#### Your instructions
Below this sentence is a listing; return exactly its lines from the one with "index mcp: (1167, 677)" to the one with "pinky tip: (1077, 750)", both kept, and nothing more.

═══ Data excerpts ═══

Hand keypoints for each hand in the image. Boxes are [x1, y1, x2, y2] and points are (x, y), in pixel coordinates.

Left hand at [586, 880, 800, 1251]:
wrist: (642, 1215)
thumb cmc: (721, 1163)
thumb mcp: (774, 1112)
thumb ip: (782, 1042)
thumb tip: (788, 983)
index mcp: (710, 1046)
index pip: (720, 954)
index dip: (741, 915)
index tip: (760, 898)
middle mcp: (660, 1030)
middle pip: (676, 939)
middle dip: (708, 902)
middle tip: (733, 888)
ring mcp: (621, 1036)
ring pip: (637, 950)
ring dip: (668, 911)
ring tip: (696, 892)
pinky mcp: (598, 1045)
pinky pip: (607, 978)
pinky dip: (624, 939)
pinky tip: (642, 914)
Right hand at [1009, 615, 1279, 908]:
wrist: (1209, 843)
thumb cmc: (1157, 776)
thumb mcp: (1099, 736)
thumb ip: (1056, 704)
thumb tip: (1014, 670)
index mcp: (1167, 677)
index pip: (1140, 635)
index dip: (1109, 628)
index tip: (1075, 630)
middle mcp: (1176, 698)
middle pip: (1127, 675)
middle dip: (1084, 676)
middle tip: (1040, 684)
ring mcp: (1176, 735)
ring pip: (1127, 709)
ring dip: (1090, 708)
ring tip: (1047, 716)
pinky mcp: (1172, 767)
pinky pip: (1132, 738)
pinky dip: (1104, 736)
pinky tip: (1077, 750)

═══
═══ Data excerpts ═══

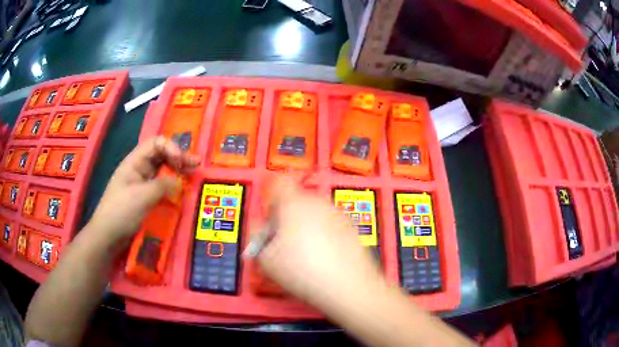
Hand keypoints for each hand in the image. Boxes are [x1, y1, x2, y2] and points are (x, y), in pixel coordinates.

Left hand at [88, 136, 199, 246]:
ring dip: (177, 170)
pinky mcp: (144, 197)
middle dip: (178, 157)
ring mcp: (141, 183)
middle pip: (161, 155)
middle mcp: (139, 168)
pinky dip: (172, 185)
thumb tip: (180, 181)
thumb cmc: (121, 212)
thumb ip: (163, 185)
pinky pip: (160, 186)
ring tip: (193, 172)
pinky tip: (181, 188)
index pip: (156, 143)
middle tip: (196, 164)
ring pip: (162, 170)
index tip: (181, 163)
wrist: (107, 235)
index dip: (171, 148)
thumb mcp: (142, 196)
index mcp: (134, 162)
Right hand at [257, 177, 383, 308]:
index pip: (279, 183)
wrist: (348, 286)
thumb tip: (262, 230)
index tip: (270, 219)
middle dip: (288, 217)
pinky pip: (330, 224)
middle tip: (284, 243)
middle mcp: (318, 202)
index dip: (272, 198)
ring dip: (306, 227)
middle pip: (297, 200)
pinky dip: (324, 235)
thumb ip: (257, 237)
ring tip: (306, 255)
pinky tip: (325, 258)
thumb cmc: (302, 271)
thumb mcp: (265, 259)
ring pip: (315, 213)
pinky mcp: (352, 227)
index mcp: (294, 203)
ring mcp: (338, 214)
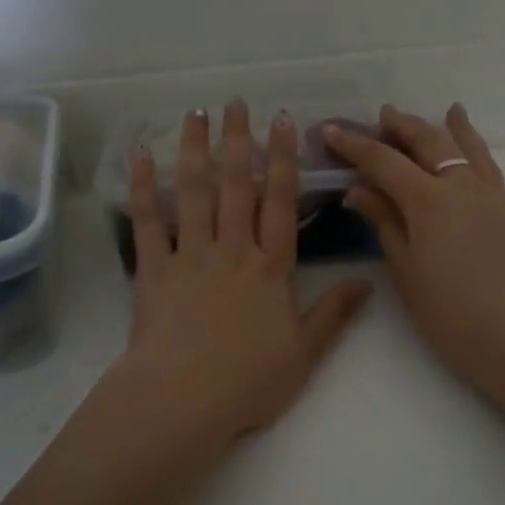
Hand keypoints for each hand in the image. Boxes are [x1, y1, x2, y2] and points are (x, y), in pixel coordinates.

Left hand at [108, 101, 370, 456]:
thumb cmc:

═══

#### Answer to this exercise
index mcp: (1167, 677)
index pip: (1140, 635)
index dip: (1109, 628)
index tip: (1075, 630)
middle mcp: (1176, 698)
middle pip: (1127, 675)
middle dip: (1084, 676)
middle tip: (1040, 684)
ring mcp: (1176, 735)
ring pip: (1127, 709)
ring dip: (1090, 708)
ring tip: (1047, 716)
pinky mcp: (1172, 767)
pinky pip: (1132, 738)
pinky dip: (1104, 736)
pinky tip: (1077, 750)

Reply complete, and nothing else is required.